Output exactly the lines from the one containing "middle tip: (253, 139)" to the last line of the material, inclusive, and nothing more.
Records for the task START
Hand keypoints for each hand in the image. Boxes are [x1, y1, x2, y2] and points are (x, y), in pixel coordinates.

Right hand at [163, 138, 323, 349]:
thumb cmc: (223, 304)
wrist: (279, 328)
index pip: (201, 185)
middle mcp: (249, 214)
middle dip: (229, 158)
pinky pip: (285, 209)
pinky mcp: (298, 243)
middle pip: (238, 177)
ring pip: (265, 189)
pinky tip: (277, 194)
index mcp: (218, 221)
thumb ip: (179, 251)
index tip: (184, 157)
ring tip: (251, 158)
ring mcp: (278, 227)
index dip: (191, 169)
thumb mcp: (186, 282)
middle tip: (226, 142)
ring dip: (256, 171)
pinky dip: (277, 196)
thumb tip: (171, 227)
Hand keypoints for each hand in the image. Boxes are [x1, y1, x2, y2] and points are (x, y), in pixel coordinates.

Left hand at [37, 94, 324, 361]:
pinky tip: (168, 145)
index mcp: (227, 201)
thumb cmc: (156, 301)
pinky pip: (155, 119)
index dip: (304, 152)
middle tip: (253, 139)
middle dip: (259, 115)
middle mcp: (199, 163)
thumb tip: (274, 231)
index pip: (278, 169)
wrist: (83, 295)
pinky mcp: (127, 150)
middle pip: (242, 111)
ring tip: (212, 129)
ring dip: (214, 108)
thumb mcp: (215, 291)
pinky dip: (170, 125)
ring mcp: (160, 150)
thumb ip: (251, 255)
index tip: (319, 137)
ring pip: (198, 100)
Records for the task END
### Answer for the task
middle tip: (253, 139)
middle dip: (259, 115)
middle mcp: (199, 163)
thumb tip: (274, 231)
index pip: (278, 169)
wrist: (83, 295)
pinky mcp: (127, 150)
middle pip: (242, 111)
ring tip: (212, 129)
ring dip: (214, 108)
thumb mcp: (215, 291)
pinky dip: (170, 125)
ring mcp: (160, 150)
thumb ip: (251, 255)
index tip: (319, 137)
ring pip: (198, 100)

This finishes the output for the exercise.